How I Changed the System

The system must always reflect the current truth of work, even when progress is blocked.

To address the pain points, I reframed fraud case management around a single principle — the system must always reflect the current truth of work — and rebuilt the experience around three moves: consolidating fragmented tooling, reducing coordination noise, and rebuilding case visibility at scale.

Consolidating Hawk AI, Onfido and Dotfile into one in-context experience with intent-based notifications

Consolidate Fragmented Tooling

Creating a single source of truth without replacing core tools.

Fraud investigations used to force analysts to jump between products like Hawk AI, Onfido, and Dotfile, piecing together identity checks, risk signals, and decisions across multiple tools. I mapped how those systems were actually being used and redesigned the workflow into a single internal experience that kept the investigation anchored in one place.

Instead of replacing existing tools, I created a simple in-context way for analysts to open third-party systems when needed, then return to the case to capture findings and add notes without losing progress. This reduced back-and-forth, removed manual reconciliation, and gave teams a clearer, more reliable view of what was happening in each case.

Reduced Coordination Noise

Analysts needed timely updates without constant interruption. Rather than broadcasting notifications, I designed alerts to activate only when intent was explicit — such as mentions or active watching.

For teams that relied heavily on Slack, case notifications were connected directly to shared channels, anchoring coordination back to the system of record while preserving focus.

Rebuilt Case Visibility at Scale

The dashboard made priority, ownership, and workload immediately legible — without requiring analysts to infer urgency from tables or tribal knowledge.

Before the redesign, urgency was inferred socially.

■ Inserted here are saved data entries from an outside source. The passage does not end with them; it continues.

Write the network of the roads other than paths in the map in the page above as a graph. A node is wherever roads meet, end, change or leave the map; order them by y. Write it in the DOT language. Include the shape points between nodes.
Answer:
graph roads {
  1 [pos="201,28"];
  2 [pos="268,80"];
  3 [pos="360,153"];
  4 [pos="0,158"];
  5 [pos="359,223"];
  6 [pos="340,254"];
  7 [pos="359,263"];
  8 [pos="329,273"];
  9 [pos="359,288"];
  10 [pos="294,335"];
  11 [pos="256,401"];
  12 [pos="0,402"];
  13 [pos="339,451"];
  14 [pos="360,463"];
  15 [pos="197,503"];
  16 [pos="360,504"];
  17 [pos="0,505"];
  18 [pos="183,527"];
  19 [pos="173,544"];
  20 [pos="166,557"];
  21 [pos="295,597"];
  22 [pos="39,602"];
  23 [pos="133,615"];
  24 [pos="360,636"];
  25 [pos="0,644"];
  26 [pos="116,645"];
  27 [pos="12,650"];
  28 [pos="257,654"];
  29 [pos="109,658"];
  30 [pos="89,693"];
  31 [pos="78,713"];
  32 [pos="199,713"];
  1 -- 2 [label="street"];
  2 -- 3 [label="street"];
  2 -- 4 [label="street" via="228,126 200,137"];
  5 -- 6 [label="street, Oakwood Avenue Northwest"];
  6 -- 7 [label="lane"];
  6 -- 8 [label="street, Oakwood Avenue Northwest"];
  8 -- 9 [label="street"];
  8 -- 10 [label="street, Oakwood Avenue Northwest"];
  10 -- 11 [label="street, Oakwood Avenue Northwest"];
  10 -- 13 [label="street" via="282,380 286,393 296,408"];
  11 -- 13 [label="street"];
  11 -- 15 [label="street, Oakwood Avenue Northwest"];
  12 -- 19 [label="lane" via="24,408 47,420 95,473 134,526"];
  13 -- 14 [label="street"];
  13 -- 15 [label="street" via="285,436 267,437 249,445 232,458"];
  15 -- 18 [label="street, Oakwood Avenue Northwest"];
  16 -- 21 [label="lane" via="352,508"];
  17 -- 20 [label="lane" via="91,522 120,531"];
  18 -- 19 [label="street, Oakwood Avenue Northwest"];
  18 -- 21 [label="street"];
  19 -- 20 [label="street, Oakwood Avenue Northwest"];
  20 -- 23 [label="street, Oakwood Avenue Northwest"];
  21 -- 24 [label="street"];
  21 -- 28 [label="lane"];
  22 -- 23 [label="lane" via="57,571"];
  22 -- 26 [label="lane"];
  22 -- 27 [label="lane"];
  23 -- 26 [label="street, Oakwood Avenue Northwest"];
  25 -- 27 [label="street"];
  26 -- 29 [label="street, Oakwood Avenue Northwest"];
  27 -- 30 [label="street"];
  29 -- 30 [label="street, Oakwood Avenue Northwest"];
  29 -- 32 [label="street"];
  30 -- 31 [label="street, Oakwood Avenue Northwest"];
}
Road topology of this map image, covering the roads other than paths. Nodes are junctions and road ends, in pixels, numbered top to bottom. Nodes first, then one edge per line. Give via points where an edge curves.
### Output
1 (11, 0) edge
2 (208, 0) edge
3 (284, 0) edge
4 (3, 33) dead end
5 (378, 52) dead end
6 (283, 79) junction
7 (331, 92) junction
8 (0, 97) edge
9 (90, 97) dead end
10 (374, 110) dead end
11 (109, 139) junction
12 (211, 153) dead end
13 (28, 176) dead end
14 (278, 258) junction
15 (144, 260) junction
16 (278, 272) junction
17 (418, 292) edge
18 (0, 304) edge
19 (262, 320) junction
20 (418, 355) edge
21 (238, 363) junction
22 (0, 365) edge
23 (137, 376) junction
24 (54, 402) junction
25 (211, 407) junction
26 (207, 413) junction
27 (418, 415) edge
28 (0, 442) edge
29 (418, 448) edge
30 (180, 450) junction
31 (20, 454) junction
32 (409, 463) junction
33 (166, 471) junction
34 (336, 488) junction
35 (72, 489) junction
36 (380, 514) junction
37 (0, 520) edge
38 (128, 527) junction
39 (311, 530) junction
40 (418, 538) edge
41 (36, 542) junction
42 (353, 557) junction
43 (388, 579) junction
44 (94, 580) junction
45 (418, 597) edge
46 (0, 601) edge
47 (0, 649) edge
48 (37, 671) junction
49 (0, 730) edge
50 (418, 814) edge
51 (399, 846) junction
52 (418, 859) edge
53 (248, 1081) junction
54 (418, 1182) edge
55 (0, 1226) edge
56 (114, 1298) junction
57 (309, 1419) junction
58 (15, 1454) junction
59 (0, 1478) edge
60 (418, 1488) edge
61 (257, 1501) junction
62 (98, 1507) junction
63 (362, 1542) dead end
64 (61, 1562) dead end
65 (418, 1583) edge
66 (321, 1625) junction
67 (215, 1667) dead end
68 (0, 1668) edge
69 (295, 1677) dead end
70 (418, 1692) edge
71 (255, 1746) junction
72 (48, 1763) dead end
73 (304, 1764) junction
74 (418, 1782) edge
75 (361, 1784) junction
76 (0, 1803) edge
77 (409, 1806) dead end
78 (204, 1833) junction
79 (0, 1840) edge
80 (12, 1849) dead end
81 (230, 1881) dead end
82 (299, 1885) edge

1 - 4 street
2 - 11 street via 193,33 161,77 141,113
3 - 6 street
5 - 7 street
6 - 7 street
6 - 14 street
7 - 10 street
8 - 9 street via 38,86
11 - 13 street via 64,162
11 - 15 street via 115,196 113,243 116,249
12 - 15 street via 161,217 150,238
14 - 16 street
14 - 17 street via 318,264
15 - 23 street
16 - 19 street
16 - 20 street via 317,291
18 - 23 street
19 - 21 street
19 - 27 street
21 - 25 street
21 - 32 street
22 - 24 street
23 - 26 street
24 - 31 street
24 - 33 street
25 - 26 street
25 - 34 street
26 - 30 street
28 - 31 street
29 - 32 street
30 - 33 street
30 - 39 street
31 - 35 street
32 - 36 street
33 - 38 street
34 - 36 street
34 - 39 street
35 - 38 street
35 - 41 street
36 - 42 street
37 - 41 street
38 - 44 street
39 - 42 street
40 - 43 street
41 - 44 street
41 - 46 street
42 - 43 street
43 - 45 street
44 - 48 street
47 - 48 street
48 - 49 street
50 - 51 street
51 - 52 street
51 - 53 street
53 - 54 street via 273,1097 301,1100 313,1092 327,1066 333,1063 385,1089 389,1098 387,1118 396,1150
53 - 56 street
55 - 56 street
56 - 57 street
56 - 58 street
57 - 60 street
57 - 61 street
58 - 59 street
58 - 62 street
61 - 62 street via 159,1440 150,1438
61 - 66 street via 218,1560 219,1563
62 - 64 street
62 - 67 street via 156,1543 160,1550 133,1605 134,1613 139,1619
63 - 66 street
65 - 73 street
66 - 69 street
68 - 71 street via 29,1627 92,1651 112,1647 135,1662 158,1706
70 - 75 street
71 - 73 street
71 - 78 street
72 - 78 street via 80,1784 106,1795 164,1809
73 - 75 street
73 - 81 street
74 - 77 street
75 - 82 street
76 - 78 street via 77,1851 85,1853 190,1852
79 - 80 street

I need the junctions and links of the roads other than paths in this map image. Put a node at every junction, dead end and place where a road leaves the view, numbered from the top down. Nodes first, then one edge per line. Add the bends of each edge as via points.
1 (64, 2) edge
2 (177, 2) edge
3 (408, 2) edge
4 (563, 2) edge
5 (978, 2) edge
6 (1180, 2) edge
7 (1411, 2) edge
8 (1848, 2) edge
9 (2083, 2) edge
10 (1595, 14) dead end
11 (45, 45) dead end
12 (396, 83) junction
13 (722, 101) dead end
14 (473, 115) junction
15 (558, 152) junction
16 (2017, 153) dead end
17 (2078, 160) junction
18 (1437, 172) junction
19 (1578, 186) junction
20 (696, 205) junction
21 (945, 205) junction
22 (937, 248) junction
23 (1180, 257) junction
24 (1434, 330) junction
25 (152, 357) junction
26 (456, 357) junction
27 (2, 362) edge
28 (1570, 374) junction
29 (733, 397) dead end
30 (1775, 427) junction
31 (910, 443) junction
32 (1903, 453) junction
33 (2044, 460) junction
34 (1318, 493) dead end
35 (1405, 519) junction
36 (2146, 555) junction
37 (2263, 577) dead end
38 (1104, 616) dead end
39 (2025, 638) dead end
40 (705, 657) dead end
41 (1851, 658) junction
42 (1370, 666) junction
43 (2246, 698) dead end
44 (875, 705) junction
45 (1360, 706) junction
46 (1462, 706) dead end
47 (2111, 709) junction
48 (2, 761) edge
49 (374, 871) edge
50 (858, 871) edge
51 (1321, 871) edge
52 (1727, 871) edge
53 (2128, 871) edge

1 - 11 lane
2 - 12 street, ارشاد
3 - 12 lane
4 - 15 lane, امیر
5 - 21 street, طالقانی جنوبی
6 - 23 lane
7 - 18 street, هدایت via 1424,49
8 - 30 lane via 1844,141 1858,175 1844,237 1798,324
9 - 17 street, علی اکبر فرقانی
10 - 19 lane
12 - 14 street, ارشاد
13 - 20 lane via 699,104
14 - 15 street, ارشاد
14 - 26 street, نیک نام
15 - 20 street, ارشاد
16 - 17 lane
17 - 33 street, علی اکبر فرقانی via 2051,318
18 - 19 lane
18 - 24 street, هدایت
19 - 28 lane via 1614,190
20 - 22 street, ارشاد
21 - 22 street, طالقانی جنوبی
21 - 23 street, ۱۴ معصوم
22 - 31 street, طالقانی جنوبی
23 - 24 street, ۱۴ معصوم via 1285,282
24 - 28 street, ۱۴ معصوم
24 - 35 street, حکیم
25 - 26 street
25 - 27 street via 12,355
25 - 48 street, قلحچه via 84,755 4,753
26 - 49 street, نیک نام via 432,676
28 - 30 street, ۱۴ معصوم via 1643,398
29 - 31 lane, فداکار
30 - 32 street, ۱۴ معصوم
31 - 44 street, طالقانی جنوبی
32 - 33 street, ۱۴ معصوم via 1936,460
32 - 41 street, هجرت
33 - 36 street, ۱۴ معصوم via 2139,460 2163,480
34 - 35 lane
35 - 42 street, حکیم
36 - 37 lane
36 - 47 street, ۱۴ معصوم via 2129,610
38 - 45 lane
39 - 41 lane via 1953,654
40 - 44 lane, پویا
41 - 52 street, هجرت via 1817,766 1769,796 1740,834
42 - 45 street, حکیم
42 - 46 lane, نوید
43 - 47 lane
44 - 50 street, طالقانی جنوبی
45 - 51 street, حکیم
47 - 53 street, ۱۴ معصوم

Cases older than a few days were assumed to be urgent, and workload lived in analysts' heads rather than the system.

The redesigned dashboard encoded priority directly into the interface. Cases were ranked using priority signals and manager assignment, letting analysts focus on the highest-risk work without manual sorting.

At a glance, it answered three questions — what needs attention now, who is working on what, and where work is getting stuck — replacing tribal knowledge with shared situational awareness.

20%
Reduction in wrongful transaction blocks
3
External tools unified into one in-context flow
1
System of record for every case decision

Impact & Validation

Impact was validated by tracking how cases moved through the system before and after launch — focusing on time spent in active investigation and the reduction in stalled or prematurely closed cases. Partnering closely with Operations and conducting post-launch analyst interviews confirmed that improvements reflected real workflow change, even as overall case volume increased.

What I'd Protect Going Forward

The dashboard functioned as a workload stabilizer for fraud operations — not a reporting surface.

If another designer took over this system, I'd caution against casual changes to the dashboard. It wasn't just a place to view tasks; it became the primary mechanism through which analysts understood their workload, progress, and capacity.

By making assignment, priority, and active work visible at both the individual and team level, it helped analysts plan their day, set expectations, and avoid the constant feeling of falling behind. This visibility didn't just improve throughput — it reduced burnout by replacing uncertainty with clarity.

At a team level, shared visibility let work be redistributed before pressure became unsustainable. The dashboard shaped behavior, morale, and trust — so any future changes should be validated against real operational behavior and evaluated for their impact on workload balance and team health.